Leaf, whose maverick 1,500-square-foot boutique was the only Prada franchise in the United States, believes I.P.I. will close her store after the expansion. Prada officials could not be reached for comment.

She bitterly opposes the change of location.

"Rodeo Drive is so unhip, so bland, with no personality. It's very sad to see Beverly Hills go corporate, but people don't agree with me," said Leaf, who will retain a role as a special event consultant for the company.

But the change in the city's retail landscape was inevitable, say analysts, who point out that designers around the country are increasingly taking charge of their formerly franchised boutiques.

"The trend is occurring worldwide primarily because of capital smaller boutiques don't have the resources to maintain the current market, and their parent companies have eyes of growing bigger," said Brian Ring, an analyst with Ernst & Young LLP in Century City.

That trend is exacerbated in Beverly Hills because of the high rents, particularly in posh corridors like Rodeo Drive.
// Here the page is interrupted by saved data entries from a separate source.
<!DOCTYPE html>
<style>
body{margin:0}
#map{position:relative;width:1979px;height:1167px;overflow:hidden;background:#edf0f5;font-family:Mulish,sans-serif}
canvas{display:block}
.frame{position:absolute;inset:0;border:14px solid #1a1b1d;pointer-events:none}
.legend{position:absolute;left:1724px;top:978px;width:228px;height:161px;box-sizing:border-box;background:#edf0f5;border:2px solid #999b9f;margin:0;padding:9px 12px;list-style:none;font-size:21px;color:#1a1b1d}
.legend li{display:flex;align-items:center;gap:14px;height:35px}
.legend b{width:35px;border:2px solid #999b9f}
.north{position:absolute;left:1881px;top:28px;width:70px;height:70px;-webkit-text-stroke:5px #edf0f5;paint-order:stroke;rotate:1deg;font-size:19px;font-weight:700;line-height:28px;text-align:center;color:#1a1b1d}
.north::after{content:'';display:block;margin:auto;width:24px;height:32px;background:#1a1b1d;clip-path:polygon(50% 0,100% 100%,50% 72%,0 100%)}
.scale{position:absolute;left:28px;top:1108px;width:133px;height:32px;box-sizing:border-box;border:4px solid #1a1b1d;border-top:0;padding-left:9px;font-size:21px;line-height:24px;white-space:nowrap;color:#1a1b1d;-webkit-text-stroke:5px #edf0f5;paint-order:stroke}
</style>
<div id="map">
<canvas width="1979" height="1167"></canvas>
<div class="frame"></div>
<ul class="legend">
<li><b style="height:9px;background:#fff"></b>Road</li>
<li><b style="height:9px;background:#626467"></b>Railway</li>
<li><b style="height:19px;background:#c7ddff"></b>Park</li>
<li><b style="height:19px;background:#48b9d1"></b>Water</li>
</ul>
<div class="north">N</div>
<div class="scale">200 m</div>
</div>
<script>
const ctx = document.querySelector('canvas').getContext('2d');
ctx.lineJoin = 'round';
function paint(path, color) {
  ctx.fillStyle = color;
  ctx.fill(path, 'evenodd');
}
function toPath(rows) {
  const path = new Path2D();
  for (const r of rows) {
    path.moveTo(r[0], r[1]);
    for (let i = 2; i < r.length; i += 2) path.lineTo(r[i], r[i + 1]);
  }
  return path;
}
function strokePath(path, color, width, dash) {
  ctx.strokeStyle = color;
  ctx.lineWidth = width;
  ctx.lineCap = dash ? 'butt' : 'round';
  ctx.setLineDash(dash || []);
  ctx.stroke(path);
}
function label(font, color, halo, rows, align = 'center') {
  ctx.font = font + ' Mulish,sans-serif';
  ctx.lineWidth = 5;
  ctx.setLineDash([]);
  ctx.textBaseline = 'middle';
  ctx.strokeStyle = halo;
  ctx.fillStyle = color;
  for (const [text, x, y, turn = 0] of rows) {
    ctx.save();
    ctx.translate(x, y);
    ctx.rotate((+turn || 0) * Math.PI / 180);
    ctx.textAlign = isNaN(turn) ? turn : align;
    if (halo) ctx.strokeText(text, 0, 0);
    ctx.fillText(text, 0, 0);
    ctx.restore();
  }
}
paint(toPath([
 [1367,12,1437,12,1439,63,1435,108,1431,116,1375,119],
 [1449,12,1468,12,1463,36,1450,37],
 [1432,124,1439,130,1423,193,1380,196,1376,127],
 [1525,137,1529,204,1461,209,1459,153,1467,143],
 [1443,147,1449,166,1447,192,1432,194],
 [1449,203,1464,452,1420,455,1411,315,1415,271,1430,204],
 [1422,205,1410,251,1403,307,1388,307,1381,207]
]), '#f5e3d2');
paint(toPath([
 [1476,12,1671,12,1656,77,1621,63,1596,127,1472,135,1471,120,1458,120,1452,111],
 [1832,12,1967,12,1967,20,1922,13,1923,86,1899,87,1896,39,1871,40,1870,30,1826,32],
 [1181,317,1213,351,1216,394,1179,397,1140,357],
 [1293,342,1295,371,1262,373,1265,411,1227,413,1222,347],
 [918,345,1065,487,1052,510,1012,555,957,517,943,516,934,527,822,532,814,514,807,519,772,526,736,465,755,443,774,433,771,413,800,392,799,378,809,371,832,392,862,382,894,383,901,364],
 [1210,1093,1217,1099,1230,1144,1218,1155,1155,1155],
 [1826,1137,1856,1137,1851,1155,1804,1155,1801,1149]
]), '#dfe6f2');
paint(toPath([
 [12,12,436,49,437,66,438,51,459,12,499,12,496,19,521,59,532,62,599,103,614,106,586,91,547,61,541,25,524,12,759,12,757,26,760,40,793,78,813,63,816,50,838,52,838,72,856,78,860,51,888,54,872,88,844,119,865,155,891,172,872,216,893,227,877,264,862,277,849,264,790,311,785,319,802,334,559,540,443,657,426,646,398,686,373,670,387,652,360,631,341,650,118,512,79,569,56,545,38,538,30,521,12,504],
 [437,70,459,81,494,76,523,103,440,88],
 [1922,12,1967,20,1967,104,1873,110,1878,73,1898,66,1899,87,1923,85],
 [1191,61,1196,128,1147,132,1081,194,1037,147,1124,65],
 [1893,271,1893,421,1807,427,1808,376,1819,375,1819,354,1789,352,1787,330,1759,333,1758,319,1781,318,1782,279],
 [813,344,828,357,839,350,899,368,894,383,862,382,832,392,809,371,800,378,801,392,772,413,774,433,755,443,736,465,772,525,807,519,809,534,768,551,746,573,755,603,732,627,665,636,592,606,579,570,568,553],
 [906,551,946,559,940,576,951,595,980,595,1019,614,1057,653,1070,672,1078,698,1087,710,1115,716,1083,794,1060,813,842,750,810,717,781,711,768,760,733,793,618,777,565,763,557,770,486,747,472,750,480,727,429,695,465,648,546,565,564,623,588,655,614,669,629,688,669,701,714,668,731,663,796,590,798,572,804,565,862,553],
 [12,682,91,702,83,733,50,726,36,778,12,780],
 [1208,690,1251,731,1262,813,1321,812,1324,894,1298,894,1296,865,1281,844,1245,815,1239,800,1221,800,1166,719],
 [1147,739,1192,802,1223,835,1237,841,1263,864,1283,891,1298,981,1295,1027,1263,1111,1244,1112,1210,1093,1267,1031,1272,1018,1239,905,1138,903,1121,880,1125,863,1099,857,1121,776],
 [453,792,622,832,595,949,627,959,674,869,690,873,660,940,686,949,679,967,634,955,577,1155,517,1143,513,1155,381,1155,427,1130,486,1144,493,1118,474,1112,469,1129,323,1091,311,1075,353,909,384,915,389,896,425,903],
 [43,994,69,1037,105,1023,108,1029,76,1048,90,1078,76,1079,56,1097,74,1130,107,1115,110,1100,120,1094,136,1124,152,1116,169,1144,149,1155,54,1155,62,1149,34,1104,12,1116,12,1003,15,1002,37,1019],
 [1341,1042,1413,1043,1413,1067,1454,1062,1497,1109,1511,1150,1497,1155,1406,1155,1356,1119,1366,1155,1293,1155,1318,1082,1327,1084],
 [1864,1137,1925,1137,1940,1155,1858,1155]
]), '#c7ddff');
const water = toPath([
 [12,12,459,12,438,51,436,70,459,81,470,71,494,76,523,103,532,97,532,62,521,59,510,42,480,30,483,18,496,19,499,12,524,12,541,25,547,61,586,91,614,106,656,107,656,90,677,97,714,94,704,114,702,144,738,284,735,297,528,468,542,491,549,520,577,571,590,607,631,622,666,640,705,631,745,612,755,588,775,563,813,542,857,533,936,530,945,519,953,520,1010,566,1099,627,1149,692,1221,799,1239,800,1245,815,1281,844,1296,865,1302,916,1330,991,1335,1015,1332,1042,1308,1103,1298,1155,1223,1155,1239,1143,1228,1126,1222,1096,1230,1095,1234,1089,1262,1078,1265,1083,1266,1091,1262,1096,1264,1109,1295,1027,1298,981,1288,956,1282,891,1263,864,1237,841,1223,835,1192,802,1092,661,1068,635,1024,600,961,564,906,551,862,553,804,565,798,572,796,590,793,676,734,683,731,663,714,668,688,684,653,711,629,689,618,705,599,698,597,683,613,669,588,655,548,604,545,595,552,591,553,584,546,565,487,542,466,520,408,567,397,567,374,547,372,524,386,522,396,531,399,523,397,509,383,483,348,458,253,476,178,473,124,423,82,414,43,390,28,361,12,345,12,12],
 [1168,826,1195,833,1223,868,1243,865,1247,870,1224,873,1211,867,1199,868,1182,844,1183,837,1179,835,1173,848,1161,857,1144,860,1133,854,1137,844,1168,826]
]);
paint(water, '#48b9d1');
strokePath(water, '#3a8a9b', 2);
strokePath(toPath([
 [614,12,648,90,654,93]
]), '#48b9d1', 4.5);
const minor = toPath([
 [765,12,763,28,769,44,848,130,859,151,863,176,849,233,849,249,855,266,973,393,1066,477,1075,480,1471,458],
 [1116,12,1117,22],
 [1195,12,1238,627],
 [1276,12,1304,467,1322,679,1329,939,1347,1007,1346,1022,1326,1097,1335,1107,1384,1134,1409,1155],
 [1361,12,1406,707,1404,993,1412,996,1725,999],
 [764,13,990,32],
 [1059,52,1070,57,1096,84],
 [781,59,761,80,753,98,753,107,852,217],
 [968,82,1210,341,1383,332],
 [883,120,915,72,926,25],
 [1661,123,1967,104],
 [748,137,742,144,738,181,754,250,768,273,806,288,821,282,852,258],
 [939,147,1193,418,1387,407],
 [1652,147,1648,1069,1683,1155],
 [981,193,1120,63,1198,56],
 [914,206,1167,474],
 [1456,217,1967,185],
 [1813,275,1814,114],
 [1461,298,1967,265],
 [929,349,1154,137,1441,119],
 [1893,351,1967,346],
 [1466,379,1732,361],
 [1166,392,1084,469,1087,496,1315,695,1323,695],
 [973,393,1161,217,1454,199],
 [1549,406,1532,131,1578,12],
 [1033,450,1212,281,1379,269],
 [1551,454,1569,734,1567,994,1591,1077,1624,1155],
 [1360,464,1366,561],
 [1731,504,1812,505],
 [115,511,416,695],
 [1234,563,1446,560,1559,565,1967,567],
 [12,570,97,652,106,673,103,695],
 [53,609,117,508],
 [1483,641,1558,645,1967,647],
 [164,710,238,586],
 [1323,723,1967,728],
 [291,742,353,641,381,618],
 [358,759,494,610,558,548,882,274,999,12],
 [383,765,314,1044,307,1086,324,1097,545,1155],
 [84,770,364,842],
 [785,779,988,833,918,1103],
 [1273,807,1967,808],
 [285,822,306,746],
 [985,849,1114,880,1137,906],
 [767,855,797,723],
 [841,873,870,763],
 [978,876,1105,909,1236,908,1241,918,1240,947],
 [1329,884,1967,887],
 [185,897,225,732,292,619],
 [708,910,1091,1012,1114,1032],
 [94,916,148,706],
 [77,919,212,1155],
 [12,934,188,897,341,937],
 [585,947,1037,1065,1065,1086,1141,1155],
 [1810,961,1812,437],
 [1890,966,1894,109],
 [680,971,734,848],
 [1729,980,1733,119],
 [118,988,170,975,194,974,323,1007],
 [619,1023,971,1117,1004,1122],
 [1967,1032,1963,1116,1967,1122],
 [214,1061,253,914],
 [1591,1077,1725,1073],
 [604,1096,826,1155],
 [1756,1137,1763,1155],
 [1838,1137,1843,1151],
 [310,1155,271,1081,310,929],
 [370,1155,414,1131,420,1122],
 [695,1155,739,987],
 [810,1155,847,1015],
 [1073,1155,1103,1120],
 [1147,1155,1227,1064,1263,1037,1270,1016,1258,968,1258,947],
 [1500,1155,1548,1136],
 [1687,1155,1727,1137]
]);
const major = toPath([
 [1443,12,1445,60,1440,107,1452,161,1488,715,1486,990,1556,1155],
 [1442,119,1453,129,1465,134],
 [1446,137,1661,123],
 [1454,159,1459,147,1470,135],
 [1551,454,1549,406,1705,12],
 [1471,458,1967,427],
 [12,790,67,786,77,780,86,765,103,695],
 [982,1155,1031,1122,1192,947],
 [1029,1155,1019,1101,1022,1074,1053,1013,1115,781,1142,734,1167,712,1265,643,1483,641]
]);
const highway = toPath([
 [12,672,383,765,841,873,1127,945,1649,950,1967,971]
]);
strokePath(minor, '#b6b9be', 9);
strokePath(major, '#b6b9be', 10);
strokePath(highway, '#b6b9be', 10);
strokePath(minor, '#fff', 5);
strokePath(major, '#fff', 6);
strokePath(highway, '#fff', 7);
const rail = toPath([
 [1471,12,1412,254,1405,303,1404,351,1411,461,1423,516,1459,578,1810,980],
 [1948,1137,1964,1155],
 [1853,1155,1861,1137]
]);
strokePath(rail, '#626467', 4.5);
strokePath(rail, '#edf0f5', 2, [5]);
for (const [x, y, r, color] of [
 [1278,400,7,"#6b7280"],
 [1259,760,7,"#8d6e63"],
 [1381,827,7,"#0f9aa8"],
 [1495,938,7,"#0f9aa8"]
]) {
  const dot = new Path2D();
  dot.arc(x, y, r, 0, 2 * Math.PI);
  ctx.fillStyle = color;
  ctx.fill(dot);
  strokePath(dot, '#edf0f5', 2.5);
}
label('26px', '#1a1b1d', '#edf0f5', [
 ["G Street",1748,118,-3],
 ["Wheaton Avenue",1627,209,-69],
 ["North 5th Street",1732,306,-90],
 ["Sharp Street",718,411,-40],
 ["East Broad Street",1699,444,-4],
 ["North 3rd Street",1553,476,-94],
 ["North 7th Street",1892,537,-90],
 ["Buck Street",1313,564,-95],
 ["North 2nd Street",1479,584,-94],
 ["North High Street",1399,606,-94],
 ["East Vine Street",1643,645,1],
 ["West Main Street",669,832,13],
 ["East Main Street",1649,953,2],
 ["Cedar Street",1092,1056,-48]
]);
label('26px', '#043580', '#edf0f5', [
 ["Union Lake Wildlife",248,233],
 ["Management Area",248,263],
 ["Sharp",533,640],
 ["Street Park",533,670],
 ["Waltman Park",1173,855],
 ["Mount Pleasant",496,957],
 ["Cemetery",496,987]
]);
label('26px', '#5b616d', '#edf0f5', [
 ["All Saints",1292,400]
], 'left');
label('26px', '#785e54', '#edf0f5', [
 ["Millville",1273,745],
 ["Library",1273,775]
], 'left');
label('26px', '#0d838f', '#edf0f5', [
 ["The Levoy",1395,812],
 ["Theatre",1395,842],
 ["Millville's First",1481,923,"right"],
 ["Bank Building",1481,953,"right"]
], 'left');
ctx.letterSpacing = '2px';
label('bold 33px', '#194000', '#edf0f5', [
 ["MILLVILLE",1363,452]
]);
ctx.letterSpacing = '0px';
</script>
"There are only four or five privately owned, individual entrepreneurs left on Rodeo Drive, compared to 25 years ago when the only major tenants were Van Cleef & Arpels and Gucci. They're getting phased out because of the rents, and are moving to the side streets," said Gilmore Dembo, broker and president of real estate brokerage Dembo & Associates in Beverly Hills.

Monthly rents on Rodeo Drive are $15 to $18 per square foot, compared to nearby Canon Drive at $3.50 and Beverly Drive at $4, Dembo said.

The holdouts include David Orgell, Theodore and Lucy Zahran.

"Managers ... have an interest in the business, but it's not their business. They rely on corporations to tell them what to do," said Ali Soltani, whose family bought gift-shop David Orgell on Rodeo Drive in 1989 from the Orgell family.

But those who have already made the transition to corporate ownership say the change makes little difference to consumers. In fact, the only thing they notice is that inventories and choices tend to get bigger, said Ron Michaels, president of the Rodeo Drive Committee, an 85-member merchant organization.

"The boutique is still there the only difference is behind the scenes, and the changes are minimal," said Michaels, who operates luggage purveyor Louis Vuitton. "The idea is that you want to control the point of sale and want customer service that's offered consistently throughout the company stores."

Michaels and his family, who owned a luggage store on Beverly Drive 15 years ago, entered a partnership with Vuitton in 1982 and sold back their interest about nine years ago. Next September, the nearly 4,000-square-foot store will relocate a quarter-block away to the 12,000-square-foot space that was once home to the Fred Hayman boutique.

Meanwhile, Gucci will open its 14,000-square-foot Rodeo Drive flagship on Dec. 15. Versace opened its 9,500-square-foot store in May. Hermes increased its shop ten-fold by expanding into an 18,000-square-foot monolith one year ago. Tommy Hilfiger made its fashionable entrance with a 23,000-square-foot store last year.

Max Marra, which sells Italian designs for women, opened last month on Rodeo with 3,500 square feet. And Italian shoe designer Sergio Rossi will appear with a 1,500-square-foot store next September.

Calvin Klein, Donna Karan and St. John's are eyeballing space on Rodeo Drive as well.

The deeper pockets of these corporate owners increase the strength of the local business community, Michaels said.

"The Polo store was not a part of the Rodeo Drive Committee as a franchisee. But when it was purchased, they came on board," Michaels said. "We welcome and need them."